* [Task prompt]: All lines holding the string "Avenue" should be copied from the data below.

===

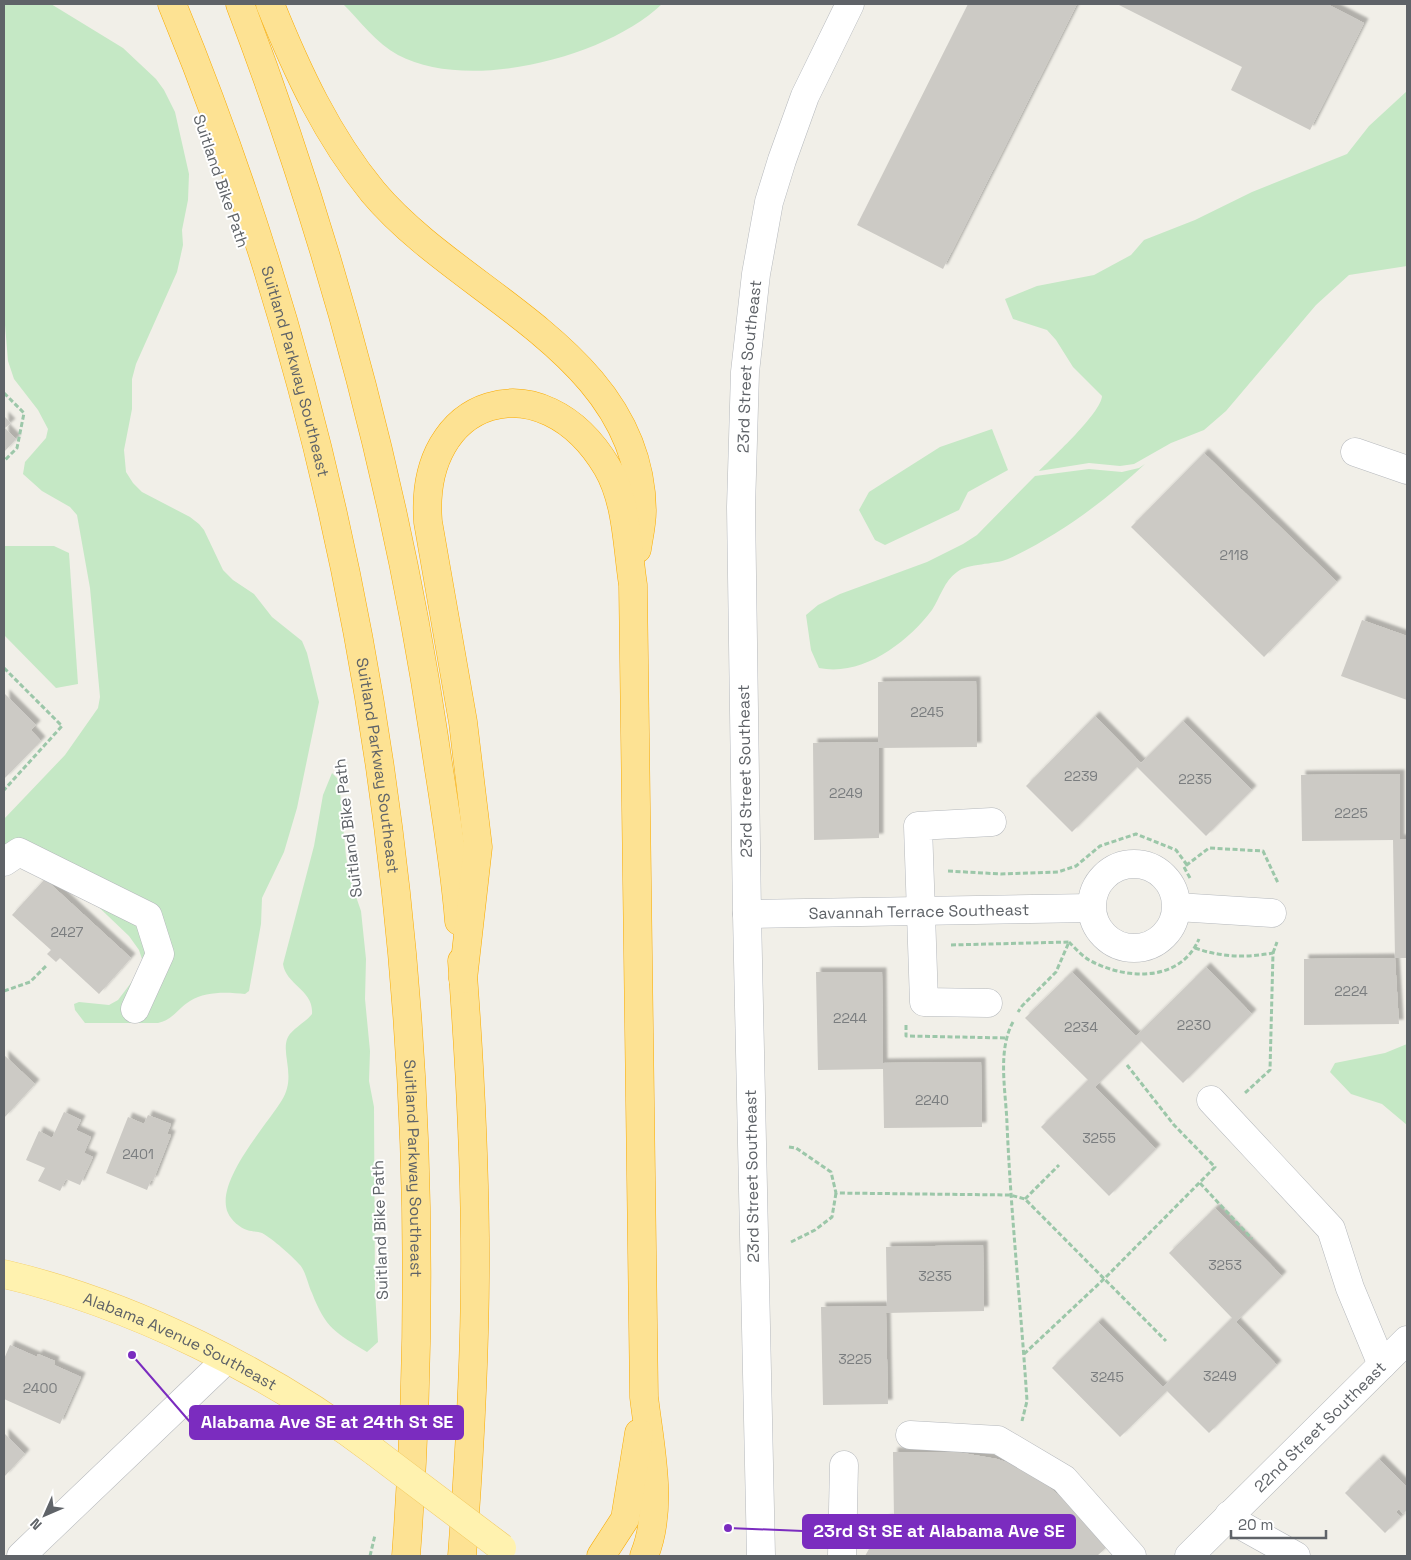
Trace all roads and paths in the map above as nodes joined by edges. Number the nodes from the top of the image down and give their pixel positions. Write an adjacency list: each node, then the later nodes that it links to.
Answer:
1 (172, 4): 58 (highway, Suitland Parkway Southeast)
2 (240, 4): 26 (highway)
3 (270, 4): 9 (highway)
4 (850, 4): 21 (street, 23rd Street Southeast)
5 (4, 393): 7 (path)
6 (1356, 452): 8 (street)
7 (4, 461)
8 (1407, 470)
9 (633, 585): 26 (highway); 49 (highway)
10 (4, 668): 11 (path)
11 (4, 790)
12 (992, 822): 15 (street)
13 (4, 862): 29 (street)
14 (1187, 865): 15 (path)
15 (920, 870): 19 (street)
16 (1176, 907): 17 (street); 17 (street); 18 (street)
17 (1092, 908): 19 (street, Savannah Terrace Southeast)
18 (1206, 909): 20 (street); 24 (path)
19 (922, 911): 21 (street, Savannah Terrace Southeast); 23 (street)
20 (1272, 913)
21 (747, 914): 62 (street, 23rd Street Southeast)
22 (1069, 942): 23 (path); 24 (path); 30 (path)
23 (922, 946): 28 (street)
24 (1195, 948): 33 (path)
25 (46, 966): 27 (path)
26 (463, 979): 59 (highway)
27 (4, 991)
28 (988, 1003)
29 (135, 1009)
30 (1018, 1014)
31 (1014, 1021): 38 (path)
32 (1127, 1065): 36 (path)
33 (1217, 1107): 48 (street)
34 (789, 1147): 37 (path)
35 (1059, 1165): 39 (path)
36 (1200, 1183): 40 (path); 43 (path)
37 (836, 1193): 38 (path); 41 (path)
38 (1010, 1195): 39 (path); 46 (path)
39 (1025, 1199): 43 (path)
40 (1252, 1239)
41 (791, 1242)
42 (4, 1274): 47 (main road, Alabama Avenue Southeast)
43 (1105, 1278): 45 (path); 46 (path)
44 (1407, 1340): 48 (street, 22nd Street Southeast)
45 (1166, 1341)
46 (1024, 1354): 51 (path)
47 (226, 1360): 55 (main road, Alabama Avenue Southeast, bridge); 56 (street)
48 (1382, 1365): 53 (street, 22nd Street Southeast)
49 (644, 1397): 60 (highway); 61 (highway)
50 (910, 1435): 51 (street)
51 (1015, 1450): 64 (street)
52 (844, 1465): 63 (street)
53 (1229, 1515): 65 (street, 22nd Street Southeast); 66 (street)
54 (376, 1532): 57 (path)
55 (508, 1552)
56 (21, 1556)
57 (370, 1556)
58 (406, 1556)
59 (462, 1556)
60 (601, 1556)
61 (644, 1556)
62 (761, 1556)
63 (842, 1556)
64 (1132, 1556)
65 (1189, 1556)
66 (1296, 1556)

===

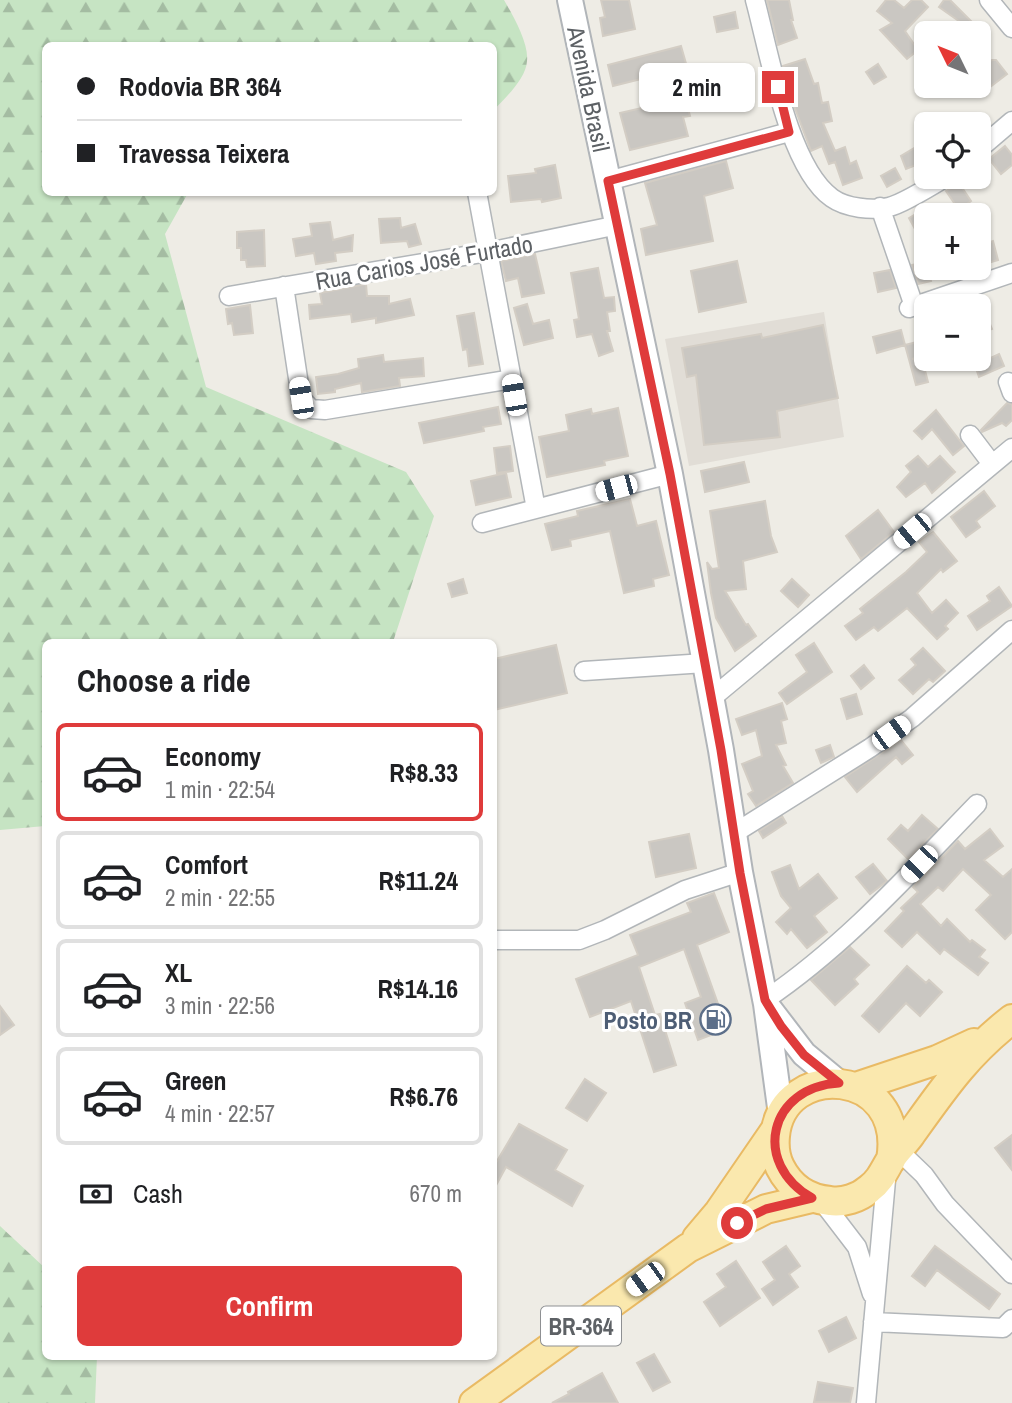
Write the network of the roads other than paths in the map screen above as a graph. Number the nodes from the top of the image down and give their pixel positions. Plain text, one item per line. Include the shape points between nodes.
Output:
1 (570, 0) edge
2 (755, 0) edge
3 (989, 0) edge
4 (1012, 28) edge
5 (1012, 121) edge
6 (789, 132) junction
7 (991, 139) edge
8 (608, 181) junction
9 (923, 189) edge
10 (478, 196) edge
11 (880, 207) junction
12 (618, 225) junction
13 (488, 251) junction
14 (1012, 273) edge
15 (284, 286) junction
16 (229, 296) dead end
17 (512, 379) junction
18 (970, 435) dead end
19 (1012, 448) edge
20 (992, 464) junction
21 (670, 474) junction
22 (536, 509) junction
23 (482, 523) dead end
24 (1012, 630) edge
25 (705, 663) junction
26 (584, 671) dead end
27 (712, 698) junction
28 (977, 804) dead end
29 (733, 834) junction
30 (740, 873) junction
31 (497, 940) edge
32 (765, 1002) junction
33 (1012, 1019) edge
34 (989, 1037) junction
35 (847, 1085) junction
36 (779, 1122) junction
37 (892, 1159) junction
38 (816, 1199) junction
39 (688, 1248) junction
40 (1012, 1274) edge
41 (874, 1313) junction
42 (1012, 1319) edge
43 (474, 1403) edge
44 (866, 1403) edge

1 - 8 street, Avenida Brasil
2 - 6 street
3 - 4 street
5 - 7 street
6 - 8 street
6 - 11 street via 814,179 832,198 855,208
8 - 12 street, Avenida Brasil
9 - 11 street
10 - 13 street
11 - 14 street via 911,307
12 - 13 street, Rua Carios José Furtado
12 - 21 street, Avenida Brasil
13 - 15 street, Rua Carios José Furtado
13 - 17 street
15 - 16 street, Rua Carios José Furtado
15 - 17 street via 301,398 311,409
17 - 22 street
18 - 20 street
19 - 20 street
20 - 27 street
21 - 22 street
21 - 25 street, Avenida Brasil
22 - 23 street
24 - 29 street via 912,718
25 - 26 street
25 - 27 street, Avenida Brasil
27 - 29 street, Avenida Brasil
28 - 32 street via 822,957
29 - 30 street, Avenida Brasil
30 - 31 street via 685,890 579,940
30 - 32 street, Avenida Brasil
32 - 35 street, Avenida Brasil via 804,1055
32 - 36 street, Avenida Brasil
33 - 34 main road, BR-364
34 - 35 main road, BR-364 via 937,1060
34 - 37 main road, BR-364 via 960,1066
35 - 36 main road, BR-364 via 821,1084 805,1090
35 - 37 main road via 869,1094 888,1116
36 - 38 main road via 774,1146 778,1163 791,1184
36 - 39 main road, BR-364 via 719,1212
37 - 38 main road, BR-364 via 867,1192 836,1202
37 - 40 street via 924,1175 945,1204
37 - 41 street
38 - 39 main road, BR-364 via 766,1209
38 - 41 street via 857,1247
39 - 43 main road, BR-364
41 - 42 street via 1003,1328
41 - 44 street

===

* [Response]:
42 (4, 1274): 47 (main road, Alabama Avenue Southeast)
47 (226, 1360): 55 (main road, Alabama Avenue Southeast, bridge); 56 (street)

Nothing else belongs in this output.